Должны же найтись какие-то слова, магические слова, которые заставят маму остаться! Но ей было всего пять лет, и никаких магических слов она не знала и чувствовала, что скользит по проходу между рядами, зажатая мамой и Фезер, а чудесные голоса хора все бурлят в воздухе, точно весенние воды…
Средь зимнего мрака
Когда-то давно-о…
И тут ее осенило. Это было так просто, что она даже охнула, потрясенная собственной наглостью. Оказывается, она действительно знает магические слова! Десятки слов! Знает чуть ли не с колыбели, просто до сих пор не находила им применения. И отлично понимает, какая устрашающая сила заключена в них.
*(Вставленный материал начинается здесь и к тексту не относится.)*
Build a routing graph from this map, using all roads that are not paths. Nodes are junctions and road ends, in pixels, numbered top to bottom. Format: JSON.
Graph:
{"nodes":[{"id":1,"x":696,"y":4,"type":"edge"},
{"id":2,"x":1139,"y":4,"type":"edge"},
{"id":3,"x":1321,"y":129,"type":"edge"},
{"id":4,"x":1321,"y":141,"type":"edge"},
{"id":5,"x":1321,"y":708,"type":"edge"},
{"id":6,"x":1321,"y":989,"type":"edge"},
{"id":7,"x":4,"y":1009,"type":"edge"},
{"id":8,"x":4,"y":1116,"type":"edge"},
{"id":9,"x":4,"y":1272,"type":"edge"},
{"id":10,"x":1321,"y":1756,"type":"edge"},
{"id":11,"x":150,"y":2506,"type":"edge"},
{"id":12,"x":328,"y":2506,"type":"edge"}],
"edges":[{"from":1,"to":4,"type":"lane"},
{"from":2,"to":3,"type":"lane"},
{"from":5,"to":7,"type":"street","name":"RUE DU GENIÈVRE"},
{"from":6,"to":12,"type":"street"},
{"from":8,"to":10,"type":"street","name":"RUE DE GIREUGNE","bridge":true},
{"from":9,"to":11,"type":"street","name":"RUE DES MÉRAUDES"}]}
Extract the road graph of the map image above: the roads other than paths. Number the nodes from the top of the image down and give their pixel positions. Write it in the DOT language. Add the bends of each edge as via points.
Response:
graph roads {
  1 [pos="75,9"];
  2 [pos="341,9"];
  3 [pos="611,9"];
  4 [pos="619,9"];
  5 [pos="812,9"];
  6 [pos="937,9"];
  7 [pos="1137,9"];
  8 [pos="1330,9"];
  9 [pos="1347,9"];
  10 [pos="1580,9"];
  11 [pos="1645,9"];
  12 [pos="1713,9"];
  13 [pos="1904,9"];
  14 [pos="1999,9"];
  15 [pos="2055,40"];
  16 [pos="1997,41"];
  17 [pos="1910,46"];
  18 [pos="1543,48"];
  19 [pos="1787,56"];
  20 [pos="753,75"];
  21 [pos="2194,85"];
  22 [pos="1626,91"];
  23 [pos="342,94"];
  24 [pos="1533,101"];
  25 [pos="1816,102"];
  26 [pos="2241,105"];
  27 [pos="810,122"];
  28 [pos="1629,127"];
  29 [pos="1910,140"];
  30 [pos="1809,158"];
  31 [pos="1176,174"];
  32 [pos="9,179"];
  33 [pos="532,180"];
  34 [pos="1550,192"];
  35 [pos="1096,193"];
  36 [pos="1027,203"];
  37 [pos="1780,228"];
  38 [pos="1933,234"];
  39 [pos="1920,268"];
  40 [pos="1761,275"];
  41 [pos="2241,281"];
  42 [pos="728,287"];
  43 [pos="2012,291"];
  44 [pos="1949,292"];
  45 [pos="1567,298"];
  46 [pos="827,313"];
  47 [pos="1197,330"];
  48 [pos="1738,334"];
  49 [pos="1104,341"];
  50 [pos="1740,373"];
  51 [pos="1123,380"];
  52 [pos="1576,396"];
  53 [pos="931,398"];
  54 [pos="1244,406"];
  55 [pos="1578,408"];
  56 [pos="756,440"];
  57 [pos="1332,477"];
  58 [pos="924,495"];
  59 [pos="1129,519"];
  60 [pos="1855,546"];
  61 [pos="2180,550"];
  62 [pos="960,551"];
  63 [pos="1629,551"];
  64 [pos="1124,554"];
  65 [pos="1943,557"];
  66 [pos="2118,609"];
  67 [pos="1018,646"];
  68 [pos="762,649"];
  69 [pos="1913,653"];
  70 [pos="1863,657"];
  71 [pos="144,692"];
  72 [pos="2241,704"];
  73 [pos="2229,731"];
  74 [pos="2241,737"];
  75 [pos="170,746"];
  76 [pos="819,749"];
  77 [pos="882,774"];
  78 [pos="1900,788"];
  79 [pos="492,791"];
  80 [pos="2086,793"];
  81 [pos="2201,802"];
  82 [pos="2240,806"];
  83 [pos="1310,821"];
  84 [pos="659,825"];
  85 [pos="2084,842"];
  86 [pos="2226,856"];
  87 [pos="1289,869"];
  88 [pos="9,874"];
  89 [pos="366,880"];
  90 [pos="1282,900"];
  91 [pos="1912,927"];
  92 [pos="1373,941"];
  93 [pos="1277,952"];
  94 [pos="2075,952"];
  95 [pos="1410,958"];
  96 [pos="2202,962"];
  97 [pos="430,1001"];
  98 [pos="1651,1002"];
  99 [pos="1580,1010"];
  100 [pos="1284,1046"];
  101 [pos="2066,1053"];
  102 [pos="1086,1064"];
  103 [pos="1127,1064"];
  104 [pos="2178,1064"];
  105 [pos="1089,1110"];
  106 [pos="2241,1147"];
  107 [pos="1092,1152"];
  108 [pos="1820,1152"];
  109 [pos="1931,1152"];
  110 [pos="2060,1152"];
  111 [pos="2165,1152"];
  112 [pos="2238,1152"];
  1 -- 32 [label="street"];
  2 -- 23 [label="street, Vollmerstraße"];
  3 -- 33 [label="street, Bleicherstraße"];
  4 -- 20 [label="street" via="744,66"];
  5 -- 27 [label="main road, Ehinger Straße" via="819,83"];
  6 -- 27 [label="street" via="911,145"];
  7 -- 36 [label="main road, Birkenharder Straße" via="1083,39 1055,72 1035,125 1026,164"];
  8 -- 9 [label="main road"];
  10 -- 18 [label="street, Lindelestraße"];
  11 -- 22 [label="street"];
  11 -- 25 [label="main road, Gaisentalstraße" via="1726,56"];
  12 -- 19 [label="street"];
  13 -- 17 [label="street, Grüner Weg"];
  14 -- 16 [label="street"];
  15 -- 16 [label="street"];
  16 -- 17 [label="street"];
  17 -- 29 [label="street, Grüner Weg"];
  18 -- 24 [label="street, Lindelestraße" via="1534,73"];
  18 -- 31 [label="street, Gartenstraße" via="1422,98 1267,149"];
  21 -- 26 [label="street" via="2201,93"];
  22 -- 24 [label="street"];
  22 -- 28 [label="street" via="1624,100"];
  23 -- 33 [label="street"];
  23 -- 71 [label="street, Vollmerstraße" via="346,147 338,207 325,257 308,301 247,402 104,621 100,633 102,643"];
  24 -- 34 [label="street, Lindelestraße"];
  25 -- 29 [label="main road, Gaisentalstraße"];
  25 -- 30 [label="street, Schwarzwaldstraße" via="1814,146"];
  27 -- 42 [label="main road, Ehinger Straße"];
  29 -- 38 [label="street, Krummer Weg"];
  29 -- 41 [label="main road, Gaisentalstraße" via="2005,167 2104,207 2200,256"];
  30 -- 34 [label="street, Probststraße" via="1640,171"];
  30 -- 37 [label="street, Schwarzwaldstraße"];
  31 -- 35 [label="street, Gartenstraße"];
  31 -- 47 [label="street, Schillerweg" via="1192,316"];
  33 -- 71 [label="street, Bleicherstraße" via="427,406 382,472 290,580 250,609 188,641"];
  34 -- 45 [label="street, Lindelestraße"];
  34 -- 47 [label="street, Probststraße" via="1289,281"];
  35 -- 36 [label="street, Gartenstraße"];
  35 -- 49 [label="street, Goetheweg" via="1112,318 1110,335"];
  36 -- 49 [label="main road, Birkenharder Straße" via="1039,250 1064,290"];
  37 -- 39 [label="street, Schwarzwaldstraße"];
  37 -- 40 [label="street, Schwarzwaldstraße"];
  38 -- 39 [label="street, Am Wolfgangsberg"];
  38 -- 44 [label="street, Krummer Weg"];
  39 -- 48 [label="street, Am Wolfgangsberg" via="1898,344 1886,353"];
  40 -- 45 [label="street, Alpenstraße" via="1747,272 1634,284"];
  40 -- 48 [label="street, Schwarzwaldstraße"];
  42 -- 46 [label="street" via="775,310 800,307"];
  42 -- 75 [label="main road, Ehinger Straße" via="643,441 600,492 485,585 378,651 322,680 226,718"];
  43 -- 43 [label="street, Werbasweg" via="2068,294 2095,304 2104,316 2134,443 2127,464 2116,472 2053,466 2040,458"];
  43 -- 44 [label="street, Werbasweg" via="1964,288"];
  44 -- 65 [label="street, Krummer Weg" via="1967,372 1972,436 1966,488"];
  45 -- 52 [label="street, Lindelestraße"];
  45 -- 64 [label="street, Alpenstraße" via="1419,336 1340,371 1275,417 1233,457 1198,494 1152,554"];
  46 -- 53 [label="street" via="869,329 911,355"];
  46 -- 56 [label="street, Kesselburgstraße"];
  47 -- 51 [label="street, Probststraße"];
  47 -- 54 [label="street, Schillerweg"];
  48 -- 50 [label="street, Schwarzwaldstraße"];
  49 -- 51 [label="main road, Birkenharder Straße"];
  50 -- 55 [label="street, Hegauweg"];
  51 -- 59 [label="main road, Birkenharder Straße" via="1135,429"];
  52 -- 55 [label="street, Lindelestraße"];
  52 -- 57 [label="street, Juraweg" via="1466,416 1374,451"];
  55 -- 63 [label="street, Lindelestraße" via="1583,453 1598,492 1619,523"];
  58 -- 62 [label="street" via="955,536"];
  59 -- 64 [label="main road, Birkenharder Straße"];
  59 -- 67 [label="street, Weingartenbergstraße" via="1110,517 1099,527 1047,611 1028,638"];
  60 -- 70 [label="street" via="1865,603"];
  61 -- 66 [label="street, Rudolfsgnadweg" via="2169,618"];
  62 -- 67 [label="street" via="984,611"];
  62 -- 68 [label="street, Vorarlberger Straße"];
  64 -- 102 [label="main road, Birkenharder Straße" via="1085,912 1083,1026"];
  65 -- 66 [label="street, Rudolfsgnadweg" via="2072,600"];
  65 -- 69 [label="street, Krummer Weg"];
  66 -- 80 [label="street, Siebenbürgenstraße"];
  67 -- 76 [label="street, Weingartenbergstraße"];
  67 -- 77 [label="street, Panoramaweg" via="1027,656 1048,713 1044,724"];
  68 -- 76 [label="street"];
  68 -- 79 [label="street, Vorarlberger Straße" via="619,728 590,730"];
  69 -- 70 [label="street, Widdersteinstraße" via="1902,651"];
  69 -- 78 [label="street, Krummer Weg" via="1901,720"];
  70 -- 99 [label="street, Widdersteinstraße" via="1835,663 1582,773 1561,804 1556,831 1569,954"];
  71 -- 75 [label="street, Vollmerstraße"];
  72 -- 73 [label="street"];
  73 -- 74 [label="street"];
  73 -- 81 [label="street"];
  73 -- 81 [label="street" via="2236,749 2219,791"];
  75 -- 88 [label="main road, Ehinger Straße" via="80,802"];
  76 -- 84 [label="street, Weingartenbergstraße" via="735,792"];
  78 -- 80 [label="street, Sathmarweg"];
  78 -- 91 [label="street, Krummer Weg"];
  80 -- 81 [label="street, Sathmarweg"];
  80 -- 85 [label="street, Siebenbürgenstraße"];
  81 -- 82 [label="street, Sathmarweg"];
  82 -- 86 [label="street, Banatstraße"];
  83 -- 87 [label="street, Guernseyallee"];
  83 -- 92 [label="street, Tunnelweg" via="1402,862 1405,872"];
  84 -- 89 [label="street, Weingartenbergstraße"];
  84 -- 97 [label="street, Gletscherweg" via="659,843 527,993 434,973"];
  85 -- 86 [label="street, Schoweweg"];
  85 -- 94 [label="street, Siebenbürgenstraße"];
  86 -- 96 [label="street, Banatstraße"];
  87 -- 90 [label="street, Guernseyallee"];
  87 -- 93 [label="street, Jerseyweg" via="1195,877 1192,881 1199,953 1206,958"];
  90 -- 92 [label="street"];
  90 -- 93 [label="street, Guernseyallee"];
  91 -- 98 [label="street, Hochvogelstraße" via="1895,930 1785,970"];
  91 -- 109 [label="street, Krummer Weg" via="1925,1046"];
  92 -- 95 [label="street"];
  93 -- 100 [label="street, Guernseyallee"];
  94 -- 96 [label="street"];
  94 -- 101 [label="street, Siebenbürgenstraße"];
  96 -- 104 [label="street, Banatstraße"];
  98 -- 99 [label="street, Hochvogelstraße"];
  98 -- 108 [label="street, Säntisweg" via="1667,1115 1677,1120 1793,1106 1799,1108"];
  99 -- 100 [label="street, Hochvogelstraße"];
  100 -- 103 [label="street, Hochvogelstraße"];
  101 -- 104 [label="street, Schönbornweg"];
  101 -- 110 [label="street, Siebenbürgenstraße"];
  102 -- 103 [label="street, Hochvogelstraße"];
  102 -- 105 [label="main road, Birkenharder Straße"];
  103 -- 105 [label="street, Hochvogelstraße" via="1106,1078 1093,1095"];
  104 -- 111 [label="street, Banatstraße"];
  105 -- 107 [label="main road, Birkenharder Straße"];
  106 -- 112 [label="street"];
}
Эмили открыла рот, потрясенная внезапным демоническим озарением, и прошептала:
— Цвета…
Кэтрин Уайт сразу резко затормозила, забыв даже поставить на пол поднятую ногу.
— Что ты сказала?
— Цвета. Пожалуйста. Я хочу остаться. — Эмили глубоко вздохнула. — Я хочу послушать цвета.
КОММЕНТАРИИ В ИНТЕРНЕТЕ
blueeyedboy: Как смело с твоей стороны, Альбертина. Полагаю, мне придется ответить тем же…
9
ВЫ ЧИТАЕТЕ ВЕБ-ЖУРНАЛ BLUEEYEDBOY
Размещено в сообществе: badguysrock@webjournal.com
Время: 23.03, понедельник, 11 февраля
Статус: публичный
Настроение: насмешливое
Музыка: Pink Floyd, Any Colour You Like
Послушать цвета. Ой, пожалуйста, только не говорите мне, что она была невинной! Не утверждайте, что тогда она толком не понимала своих действий. Миссис Уайт было известно абсолютно все о мальчике Икс и его синестезии. И она прекрасно знала: доктор Пикок непременно будет где-то поблизости. Одно только это заставило бы ее проглотить наживку, но еще легче было сделать так, чтобы она поверила: Эмили под воздействием музыки начала слышать цвета.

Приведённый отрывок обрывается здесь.